Throughout Europe, according to Robison, Freemasons were increasingly indulging in weird and fanatical ideas.

Of course there were also plans for revolutions to overthrow the French monarchy, disguised with enlightened ideals, and it would have been easy for British secret services to infiltrate the milieu and become active there. Being a Freemason did not automatically mean belonging to a conspiracy, so it cannot simply be said that “the Freemasons” instigated the French Revolution. Freemasonry was simply a vehicle, an upper class milieu used by intelligence agents.

Robison favored the bland, basic Freemason system with three degrees in Britain. For ordinary British Freemasons, the rule was not to hold critical discussions about the government and the Church in the Lodge. On the European continent, however, these restrictions did not apply. On the pretext of enlightenment and liberation of the masses of Europe, shady people spread wild ideas of Revolution. Interestingly, the Freemasons in Britain behaved and did not conspire against the monarchy or the British Church.

The main suspect behind the French Revolution was the British Empire, with the motive to eliminate the French monarchy. Did Robison really think naively that the Bavarian Order of the Illuminati and the French Masonic Lodges were acting on their own?

We can therefore state that one of the most important and foundational works of conspiracy literature is based on an obscure series of texts, shadowy sources, untraceable books, the whispers of a British spy and the vague observations of Robison in various European lodges, which he also deliberately censored in order not to reveal any secrets of the Freemasons to the profane readers.

According to Robison, the Illuminati Order of Adam Weishaupt wanted to take over the entire world out of greed, destroy faith and monarchies, and was therefore also a threat to Great Britain.

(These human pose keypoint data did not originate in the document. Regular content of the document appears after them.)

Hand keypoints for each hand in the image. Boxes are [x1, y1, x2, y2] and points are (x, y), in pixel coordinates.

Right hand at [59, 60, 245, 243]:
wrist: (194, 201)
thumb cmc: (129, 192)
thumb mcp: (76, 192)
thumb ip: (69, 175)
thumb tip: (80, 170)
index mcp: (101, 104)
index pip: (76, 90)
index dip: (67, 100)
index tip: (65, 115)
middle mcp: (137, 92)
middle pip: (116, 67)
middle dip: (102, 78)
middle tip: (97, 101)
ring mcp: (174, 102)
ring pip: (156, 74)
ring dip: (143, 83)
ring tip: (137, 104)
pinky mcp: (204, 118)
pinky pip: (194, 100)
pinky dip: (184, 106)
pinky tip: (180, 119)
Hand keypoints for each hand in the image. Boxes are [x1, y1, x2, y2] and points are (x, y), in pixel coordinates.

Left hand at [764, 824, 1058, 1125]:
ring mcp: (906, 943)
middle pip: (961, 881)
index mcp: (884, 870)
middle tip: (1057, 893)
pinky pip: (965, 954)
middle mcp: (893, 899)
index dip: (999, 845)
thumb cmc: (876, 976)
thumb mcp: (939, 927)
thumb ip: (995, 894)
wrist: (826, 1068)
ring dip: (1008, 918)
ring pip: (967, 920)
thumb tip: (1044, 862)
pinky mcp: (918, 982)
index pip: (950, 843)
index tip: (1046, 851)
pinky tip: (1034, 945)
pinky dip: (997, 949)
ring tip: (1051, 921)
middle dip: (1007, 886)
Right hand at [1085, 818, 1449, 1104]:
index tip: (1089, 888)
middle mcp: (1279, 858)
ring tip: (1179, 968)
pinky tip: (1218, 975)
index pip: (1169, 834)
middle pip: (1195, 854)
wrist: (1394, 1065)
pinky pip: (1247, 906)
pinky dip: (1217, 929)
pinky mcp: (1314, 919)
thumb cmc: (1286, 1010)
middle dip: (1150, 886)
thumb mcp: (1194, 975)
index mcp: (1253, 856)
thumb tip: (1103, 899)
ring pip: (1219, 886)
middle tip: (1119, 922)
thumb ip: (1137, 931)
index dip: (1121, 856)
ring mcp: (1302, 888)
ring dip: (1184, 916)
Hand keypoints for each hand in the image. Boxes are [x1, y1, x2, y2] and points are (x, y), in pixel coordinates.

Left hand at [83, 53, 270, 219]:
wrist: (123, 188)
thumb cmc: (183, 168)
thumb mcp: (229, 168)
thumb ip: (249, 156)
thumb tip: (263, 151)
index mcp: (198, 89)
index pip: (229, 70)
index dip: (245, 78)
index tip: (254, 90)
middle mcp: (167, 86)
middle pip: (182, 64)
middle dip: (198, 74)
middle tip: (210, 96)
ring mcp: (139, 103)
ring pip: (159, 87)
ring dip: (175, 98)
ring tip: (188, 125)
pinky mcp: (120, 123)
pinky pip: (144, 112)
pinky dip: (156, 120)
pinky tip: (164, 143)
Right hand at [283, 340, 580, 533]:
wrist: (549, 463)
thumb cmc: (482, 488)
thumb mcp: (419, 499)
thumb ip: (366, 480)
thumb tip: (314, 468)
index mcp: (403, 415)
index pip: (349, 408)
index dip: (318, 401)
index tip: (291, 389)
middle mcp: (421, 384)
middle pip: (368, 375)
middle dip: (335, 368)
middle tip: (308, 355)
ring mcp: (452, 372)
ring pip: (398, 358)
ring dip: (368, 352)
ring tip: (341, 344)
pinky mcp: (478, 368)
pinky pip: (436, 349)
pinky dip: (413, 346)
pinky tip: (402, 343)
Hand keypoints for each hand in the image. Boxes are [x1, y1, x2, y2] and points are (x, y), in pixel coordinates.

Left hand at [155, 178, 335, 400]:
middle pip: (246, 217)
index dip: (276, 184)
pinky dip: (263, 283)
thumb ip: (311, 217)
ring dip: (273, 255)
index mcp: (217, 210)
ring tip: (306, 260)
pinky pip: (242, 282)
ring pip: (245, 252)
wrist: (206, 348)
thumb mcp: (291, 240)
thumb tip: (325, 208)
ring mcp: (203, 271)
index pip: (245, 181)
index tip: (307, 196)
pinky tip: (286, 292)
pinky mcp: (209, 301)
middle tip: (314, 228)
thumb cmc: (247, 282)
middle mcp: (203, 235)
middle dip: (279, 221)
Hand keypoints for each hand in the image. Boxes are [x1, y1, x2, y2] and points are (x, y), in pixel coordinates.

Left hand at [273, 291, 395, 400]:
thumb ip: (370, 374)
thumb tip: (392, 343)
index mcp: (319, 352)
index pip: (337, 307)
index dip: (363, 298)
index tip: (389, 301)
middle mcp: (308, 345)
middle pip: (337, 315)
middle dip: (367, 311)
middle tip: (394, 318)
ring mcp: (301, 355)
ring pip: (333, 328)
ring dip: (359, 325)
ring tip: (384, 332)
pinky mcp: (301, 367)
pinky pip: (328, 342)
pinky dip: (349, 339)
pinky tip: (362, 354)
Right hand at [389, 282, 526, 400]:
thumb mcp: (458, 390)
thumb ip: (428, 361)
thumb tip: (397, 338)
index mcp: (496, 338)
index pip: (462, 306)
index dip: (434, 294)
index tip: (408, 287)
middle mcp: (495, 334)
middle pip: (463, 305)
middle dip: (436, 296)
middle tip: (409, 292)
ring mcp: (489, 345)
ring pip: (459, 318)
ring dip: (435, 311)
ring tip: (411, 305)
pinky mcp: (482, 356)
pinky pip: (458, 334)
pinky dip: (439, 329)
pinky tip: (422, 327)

But it was absurd to think that a university professor like Weishaupt could have built an enormous organization without a powerful secret service or state behind him. The British king at that time was George III. and he came from the British-German House of Hanover. The first two Hanoverian regents on the English throne, George I and George II, were even born in the German city of Hanover. Adam Weishaupt, the founder of the Order of the Illuminati and possible co-conspirator of the French Revolution, probably served together with Knigge as agents of the British crown. Weishaupt finally fled from the Bavarian government to Saxe-Gotha Altenburg, which later became Saxe-Coburg Gotha. Monarchs from the Hanover line ruled over the British Empire until Queen Victoria died in 1901, and the throne then passed seamlessly over to her eldest son Edward VII of the House of Saxe-Coburg and Gotha.

Weishaupt was taken up after his escape by Duke Ernst II of Saxe-Gotha Altenburg, who was also a member of the Order of the Illuminati, and provided him with a job. There Weishaupt then wrote a series of works that played down the meaning of his order.

Robison speaks enthusiastically about classic organized British Freemasonry which really got off the ground at the start of the reign of King George I. and we recognize the usual slogans according to which the brothers had some special tools to educate their members morally and to make them better than the unenlightened ordinary citizens and that this special power would fizzle out if the masons made their secrets accessible to the public.

For a world empire and a world revolution, however, it takes more than just an abstruse Bavarian university professor who found freemasonry too boring and opened up the hundredth new progressive club. A subversive group like the Illuminati needed many resources and experience in covert operations and counter intelligence to become significant. Weishaupt’s order spread to some extent, but also suffered many setbacks. A search of the Illuminati Zwack’s house uncovered important papers, Baron Knigge left discouraged and finally even the most sensitive texts, such as lists of members or the places with Illuminati lodges, fell into the hands of the Bavarian police and were made public.

Robison was not impressed at all by Weishaupt’s commitment to world revolution, but accuses him and his comrades-in-arms of collecting as much money as possible without ever dreaming of actually conquering the world. Weishaupt’s realistic goal was to rule his order and not, as he boastful told his subordinates, to rule the world. So all this was just a little occult sectarianism to accumulate a few riches? Weishaupt, of course, had the abilities of a guru and knew that men could be led with the help of secretive hoo-ha. At the same time, however, it is very likely that he had built his Illuminati group as a front for the British secret service in order to recruit useful people and use them for revolutionary purposes. Robison was a King-loving faithful Freemason from Britain and his book directed all the attention towards Weishaupt’s busted order and some French lodges. He never suspects the British authorities.

From an intelligence point of view, however, it takes far more than a spark and favourable circumstances for a Revolution, but rather long-prepared subversive operations, the establishment of spy rings and the recruitment of enough important people that are needed for a coup. The whole repertoire of blackmail, bribery and deception and front organisations was necessary for the Shadow War.

Instead of soberly analyzing what had happened, Robison feeds us a selectively prepared story of the Illuminati. Robison’s dubious book was disseminated in all directions and was also heard by George Washington and Senator Seth Payson in America, who published the text “Proof of the Illuminati”, based on Robison’s work, in 1802.

Until well into the 20th century, other conspiracy authors explicitly referred to Robison without really taking a critical look and without investigating the role of British intelligence. Later conspiracy authors added the myth of jewish world conspiracy. Weishaupt was subsequently turned into a jew and an agent of the Rothschild clan. People were led to believe the fairy tale that five Rothschild brothers had stolen the entire British colonial empire with some simple banking activities. In reality, the tiny Rothschild clan had been slowly built up as a front for British crown money by none other than the Landgraf of Hessen Kassel who was closely related to the British king and involved in the Illuminati of Bavaria. The reason was simple: Other European powers were less suspicious when loans seemed to be organized by jewish bankers. According to the cliché jews had no roots, no country and no interest except interest. Britain’s secret services loved to spread the myth of jewish world conspiracy. They spread the phony “Protocols of Zion” in a big way too. Even Winston Churchill publicly referred to conspiratorial jews and Weishaupt and recommended the conspiracy theories of Nesta Webster, who was literally born into the British establishment.

By the way: The famous quote attributed to Nathan Rothschild about controlling the money supply and therefore not caring who sits on the British throne, is completely fake.